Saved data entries
---+---

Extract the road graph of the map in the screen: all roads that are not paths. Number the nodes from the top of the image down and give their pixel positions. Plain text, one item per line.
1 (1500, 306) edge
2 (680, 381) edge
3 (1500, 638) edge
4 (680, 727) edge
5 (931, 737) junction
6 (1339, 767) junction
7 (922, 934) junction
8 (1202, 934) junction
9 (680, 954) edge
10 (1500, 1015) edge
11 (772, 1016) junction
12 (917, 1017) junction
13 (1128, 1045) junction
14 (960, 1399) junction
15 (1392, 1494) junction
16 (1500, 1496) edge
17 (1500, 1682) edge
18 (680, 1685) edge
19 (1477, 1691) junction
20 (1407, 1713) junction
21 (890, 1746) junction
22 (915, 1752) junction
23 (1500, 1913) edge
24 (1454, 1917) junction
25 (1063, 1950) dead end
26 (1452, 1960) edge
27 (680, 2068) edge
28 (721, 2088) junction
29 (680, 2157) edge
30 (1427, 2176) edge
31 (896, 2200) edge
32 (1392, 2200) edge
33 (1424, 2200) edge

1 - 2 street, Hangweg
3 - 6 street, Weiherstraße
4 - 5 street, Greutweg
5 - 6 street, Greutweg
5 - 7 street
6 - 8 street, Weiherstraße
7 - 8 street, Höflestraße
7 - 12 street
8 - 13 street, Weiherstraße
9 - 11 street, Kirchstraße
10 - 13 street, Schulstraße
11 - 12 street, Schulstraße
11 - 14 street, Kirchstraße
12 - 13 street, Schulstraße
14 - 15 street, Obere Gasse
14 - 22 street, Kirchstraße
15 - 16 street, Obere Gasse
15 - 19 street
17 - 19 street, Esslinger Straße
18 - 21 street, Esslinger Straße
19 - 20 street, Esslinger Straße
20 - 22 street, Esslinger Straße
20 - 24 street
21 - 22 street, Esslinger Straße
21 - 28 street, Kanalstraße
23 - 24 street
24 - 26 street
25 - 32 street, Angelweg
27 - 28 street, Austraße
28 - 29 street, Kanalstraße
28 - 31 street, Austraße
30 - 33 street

---+---

> What you need to do: Provide only the count of lines within the entries above that include the string "Weiherstraße".

> Answer box: 3